--- WHAT YOU SHOULD DO ---
Only the text of the entries below should appear in your exact transcription; leave out every picture.
*** Opening GIVEN DATA ***
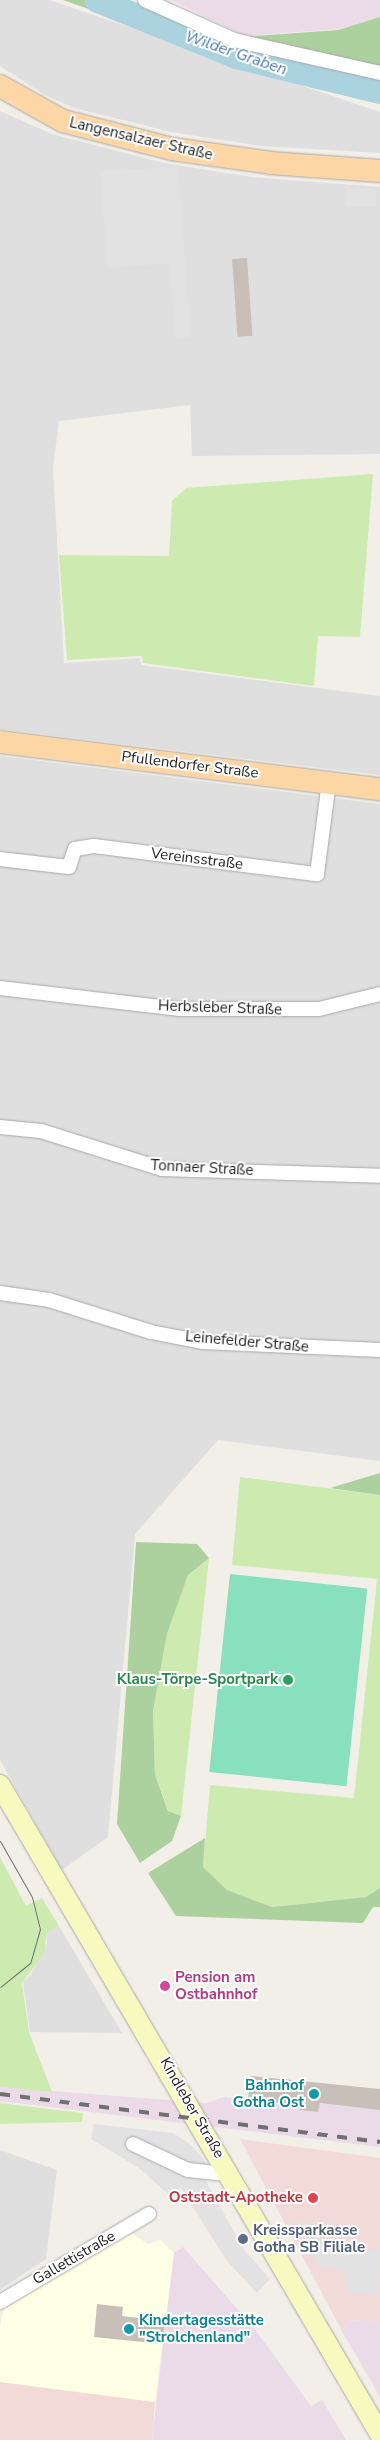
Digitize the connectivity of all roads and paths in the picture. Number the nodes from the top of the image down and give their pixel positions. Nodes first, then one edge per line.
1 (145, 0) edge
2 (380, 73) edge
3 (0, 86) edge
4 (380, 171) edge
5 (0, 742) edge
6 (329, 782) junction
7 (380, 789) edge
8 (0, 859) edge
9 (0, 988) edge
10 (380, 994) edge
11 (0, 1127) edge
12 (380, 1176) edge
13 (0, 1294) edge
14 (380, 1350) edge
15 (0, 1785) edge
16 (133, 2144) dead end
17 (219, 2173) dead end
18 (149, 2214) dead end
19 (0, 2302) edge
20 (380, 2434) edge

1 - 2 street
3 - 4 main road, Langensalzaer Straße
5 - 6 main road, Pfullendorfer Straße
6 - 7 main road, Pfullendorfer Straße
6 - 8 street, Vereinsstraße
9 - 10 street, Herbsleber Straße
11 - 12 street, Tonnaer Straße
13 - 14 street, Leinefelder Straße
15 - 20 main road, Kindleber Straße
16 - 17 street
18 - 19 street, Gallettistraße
*** Closing GIVEN DATA ***
--- SOLVED PROBLEM ---
Digitize the connectivity of all roads and paths in the picture. Number the nodes from the top of the image down and give their pixel positions. Nodes first, then one edge per line.
1 (145, 0) edge
2 (380, 73) edge
3 (0, 86) edge
4 (380, 171) edge
5 (0, 742) edge
6 (329, 782) junction
7 (380, 789) edge
8 (0, 859) edge
9 (0, 988) edge
10 (380, 994) edge
11 (0, 1127) edge
12 (380, 1176) edge
13 (0, 1294) edge
14 (380, 1350) edge
15 (0, 1785) edge
16 (133, 2144) dead end
17 (219, 2173) dead end
18 (149, 2214) dead end
19 (0, 2302) edge
20 (380, 2434) edge

1 - 2 street
3 - 4 main road, Langensalzaer Straße
5 - 6 main road, Pfullendorfer Straße
6 - 7 main road, Pfullendorfer Straße
6 - 8 street, Vereinsstraße
9 - 10 street, Herbsleber Straße
11 - 12 street, Tonnaer Straße
13 - 14 street, Leinefelder Straße
15 - 20 main road, Kindleber Straße
16 - 17 street
18 - 19 street, Gallettistraße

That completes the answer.